DATASET EXCERPTS:
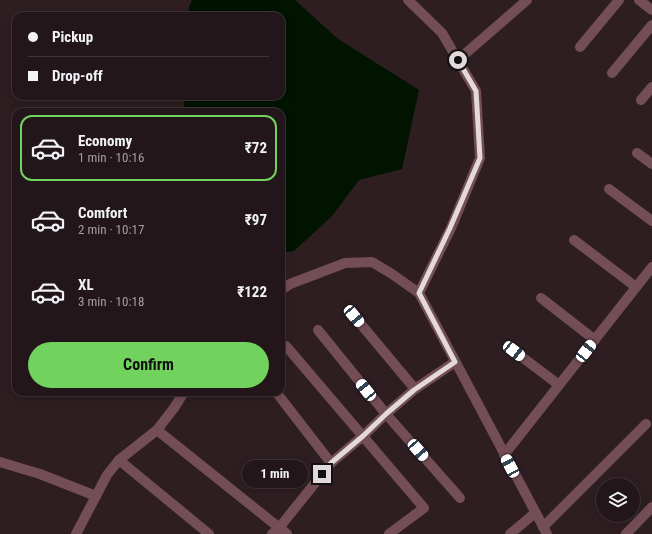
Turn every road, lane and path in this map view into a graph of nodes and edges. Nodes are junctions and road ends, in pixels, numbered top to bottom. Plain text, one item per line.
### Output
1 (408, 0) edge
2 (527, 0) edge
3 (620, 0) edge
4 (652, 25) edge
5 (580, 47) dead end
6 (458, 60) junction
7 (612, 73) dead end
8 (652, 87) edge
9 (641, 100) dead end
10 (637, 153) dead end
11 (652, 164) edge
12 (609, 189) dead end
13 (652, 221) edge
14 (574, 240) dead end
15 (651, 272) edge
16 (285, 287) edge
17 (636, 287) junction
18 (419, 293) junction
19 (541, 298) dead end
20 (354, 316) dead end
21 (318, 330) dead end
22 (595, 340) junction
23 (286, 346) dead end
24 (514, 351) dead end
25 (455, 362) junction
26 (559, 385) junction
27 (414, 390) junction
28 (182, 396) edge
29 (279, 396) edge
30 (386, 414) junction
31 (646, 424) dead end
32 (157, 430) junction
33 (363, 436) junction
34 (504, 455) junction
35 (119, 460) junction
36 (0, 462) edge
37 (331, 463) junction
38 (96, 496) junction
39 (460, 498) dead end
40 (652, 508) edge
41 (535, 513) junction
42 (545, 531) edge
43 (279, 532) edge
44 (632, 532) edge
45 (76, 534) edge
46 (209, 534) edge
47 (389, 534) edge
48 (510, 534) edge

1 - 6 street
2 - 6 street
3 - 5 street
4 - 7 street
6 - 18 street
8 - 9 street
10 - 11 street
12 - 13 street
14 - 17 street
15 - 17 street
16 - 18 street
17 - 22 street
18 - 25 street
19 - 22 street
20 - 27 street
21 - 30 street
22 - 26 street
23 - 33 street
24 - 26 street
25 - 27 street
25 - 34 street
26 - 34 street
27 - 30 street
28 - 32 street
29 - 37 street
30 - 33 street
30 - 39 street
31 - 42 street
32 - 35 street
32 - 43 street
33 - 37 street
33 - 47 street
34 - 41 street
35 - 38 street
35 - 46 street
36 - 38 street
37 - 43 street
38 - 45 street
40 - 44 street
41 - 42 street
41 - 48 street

YOUR TASK:
Omit every picture, then reproduce the rest of the listing exactly.

PROBLEM SOLUTION:
Turn every road, lane and path in this map view into a graph of nodes and edges. Nodes are junctions and road ends, in pixels, numbered top to bottom. Plain text, one item per line.
### Output
1 (408, 0) edge
2 (527, 0) edge
3 (620, 0) edge
4 (652, 25) edge
5 (580, 47) dead end
6 (458, 60) junction
7 (612, 73) dead end
8 (652, 87) edge
9 (641, 100) dead end
10 (637, 153) dead end
11 (652, 164) edge
12 (609, 189) dead end
13 (652, 221) edge
14 (574, 240) dead end
15 (651, 272) edge
16 (285, 287) edge
17 (636, 287) junction
18 (419, 293) junction
19 (541, 298) dead end
20 (354, 316) dead end
21 (318, 330) dead end
22 (595, 340) junction
23 (286, 346) dead end
24 (514, 351) dead end
25 (455, 362) junction
26 (559, 385) junction
27 (414, 390) junction
28 (182, 396) edge
29 (279, 396) edge
30 (386, 414) junction
31 (646, 424) dead end
32 (157, 430) junction
33 (363, 436) junction
34 (504, 455) junction
35 (119, 460) junction
36 (0, 462) edge
37 (331, 463) junction
38 (96, 496) junction
39 (460, 498) dead end
40 (652, 508) edge
41 (535, 513) junction
42 (545, 531) edge
43 (279, 532) edge
44 (632, 532) edge
45 (76, 534) edge
46 (209, 534) edge
47 (389, 534) edge
48 (510, 534) edge

1 - 6 street
2 - 6 street
3 - 5 street
4 - 7 street
6 - 18 street
8 - 9 street
10 - 11 street
12 - 13 street
14 - 17 street
15 - 17 street
16 - 18 street
17 - 22 street
18 - 25 street
19 - 22 street
20 - 27 street
21 - 30 street
22 - 26 street
23 - 33 street
24 - 26 street
25 - 27 street
25 - 34 street
26 - 34 street
27 - 30 street
28 - 32 street
29 - 37 street
30 - 33 street
30 - 39 street
31 - 42 street
32 - 35 street
32 - 43 street
33 - 37 street
33 - 47 street
34 - 41 street
35 - 38 street
35 - 46 street
36 - 38 street
37 - 43 street
38 - 45 street
40 - 44 street
41 - 42 street
41 - 48 street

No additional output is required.